Hundreds of thousands demonstrated yesterday in support of the strikes, including dozens of solidarity protests that took place in the west. The employers, and the Bonn government, have continued in recent days to insist that the workers are about to back down, and that agreement is near. But the strikers' vote - more than 80 per cent in favour of broadening the strikes, on a 96 per cent turnout - appears to give the lie to that optimistic view.

East German anger is considerable, and will be difficult to dampen. Solidarity demonstrations in western Germany yesterday included those by 25,000 workers at the Volkswagen plant at Wolfsburg, and 7,000 in the industrial town of Duisburg, as well as dozens of smaller actions. Partly, the west German workers are offering support to their east German colleagues; partly, they fear they could be next in line if the employers continue to take a tough line on wages.
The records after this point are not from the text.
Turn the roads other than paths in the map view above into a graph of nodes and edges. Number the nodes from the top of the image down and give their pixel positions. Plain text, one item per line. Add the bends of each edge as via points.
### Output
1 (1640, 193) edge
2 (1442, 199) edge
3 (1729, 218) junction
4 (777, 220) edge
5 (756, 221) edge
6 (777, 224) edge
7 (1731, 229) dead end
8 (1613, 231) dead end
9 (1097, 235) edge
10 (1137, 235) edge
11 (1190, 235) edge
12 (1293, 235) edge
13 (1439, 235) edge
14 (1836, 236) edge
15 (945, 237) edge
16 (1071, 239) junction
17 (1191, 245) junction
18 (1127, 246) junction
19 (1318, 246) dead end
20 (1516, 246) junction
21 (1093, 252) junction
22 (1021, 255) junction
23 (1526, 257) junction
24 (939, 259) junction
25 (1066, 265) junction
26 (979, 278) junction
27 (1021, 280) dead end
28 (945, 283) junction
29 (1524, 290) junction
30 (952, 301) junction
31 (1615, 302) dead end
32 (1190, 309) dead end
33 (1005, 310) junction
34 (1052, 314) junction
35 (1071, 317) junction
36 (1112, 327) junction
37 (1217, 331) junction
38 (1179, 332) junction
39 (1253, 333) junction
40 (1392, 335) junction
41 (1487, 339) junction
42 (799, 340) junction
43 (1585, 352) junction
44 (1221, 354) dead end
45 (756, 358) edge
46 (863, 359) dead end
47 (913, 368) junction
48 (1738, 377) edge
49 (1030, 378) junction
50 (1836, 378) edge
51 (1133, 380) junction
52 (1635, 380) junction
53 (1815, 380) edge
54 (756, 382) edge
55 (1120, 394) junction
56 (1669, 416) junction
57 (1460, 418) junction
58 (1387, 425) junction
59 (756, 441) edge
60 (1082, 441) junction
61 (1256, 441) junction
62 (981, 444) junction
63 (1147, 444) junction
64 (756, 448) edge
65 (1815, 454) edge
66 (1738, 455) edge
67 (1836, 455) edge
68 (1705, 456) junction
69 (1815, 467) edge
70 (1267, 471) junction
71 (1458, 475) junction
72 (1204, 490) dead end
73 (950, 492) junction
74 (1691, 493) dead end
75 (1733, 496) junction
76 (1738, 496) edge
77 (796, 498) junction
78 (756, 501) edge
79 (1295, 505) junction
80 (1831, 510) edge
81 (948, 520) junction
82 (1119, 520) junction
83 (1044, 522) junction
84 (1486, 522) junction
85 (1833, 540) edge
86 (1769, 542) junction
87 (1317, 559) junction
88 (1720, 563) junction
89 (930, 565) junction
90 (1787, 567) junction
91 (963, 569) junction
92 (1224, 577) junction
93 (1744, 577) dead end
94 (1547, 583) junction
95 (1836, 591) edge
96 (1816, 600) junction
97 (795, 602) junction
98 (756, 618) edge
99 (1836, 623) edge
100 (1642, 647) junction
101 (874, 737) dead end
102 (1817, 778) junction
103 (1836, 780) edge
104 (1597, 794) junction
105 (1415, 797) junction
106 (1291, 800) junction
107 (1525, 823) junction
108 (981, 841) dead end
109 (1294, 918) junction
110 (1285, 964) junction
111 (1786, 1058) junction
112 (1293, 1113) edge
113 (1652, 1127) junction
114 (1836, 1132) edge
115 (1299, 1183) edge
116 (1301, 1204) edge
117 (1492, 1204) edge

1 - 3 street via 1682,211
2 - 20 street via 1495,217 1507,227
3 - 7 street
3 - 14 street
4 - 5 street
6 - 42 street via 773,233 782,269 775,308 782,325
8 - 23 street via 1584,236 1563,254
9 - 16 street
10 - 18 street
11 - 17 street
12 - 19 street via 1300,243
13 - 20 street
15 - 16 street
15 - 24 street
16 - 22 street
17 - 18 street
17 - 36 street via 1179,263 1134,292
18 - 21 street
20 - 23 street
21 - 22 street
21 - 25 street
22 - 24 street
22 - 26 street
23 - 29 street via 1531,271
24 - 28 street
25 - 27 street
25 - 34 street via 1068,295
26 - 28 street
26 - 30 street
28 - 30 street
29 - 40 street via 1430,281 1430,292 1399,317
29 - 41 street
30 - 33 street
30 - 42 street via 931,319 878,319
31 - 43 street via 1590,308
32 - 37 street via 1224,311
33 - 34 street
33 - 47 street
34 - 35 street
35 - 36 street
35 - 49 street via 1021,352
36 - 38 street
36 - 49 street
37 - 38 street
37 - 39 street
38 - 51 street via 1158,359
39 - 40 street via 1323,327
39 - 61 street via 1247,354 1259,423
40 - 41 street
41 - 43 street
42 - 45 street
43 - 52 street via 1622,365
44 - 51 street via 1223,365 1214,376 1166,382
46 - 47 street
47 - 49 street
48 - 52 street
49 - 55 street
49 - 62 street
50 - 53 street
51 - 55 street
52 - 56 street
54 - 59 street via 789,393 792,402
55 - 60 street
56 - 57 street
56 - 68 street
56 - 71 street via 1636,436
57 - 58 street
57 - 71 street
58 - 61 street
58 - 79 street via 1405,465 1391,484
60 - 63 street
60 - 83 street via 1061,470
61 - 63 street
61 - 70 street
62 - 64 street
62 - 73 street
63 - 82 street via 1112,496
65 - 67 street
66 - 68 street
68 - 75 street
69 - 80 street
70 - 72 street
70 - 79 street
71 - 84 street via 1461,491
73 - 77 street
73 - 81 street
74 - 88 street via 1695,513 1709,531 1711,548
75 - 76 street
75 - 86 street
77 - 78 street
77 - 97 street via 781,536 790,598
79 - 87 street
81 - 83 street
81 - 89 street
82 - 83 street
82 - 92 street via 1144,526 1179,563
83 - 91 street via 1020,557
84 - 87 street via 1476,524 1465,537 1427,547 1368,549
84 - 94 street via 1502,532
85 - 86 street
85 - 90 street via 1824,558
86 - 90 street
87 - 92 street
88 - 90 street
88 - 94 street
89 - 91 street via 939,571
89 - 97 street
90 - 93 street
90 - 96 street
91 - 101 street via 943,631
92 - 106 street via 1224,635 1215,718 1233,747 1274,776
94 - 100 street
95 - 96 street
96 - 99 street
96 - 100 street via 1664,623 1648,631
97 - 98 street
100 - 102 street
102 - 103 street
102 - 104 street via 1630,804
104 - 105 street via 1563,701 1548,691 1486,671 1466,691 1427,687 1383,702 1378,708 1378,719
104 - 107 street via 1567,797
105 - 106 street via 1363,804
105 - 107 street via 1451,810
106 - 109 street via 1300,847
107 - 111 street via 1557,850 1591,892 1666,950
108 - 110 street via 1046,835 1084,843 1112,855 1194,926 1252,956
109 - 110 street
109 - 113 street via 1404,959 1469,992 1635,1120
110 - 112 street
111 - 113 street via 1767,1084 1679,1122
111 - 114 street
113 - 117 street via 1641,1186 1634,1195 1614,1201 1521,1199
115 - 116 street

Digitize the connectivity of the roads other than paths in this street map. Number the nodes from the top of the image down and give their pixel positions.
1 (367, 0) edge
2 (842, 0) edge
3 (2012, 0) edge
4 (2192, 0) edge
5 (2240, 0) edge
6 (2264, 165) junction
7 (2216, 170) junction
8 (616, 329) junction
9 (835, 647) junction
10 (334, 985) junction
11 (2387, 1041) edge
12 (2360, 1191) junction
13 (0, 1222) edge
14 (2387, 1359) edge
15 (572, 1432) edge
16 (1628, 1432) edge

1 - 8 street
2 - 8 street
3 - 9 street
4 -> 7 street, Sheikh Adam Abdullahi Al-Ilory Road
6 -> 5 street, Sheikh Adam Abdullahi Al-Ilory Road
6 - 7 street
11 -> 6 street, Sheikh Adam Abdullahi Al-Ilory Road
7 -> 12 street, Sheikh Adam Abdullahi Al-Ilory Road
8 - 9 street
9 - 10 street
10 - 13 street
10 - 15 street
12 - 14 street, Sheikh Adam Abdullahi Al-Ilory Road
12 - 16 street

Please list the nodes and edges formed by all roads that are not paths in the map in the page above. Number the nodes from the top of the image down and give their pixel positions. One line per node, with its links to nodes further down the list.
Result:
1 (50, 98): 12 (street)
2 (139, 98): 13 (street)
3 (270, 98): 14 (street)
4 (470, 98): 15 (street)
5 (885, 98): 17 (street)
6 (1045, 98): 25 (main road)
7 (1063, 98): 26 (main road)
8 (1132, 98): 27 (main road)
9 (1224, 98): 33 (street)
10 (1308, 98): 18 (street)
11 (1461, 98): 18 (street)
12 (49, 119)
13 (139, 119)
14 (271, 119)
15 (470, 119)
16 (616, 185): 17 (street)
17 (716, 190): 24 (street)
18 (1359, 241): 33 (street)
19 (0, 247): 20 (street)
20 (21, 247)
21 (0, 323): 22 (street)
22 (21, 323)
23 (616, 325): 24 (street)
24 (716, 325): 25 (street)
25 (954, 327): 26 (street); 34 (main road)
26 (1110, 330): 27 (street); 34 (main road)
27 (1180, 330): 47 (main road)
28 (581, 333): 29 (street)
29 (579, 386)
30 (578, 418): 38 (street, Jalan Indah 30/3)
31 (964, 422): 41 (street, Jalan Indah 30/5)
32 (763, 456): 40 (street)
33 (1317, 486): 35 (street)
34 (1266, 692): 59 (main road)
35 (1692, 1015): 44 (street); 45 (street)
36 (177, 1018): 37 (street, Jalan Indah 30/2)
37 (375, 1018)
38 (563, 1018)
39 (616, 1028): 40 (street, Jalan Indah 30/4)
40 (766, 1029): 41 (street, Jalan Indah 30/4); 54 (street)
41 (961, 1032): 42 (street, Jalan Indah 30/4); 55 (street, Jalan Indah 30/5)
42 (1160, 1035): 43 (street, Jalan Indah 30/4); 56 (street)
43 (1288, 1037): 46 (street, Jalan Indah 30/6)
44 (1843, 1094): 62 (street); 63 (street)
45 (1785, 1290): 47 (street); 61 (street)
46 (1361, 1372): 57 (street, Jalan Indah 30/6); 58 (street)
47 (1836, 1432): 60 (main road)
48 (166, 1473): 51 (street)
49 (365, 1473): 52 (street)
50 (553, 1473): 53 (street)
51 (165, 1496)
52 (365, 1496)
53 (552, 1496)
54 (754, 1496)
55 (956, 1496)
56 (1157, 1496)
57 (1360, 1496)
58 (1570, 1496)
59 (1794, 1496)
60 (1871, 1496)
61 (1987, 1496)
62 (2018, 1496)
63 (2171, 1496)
Even now, however, the heart of the strike will continue to be in the east. Franz Steinkuhler, leader of the IG- Metall union that is co-ordinating the strike, warned of 'conflagration' if the employers fail to offer a compromise. Talks are due to resume today, in an effort to resolve the deadlock over the employers' refusal to honour a 26 per cent pay rise that was promised in 1991, as part of a gradual levelling-off of western and eastern wages.

The government, which has backed the employers' tough stance, may now face a no-win situation. If the strikers force the employers to make large concessions, that will be humiliating for employers and government alike. If, on the other hand, the strikers' will is broken, then the bitterness in the east will be considerable. With elections due next year, that could prove politically disastrous.

The government and the employers use purely economic arguments against the strikes, saying that the promised pay rises, if fulfilled, would only lead to the loss of more jobs. But east Germans - who pay western prices but earn around half as much as west German workers - argue that they are dispossessed and betrayed. Most easterners feel the west is refusing to share its wealth; many westerners, by contrast, feel the east Germans are greedy for too much, too soon.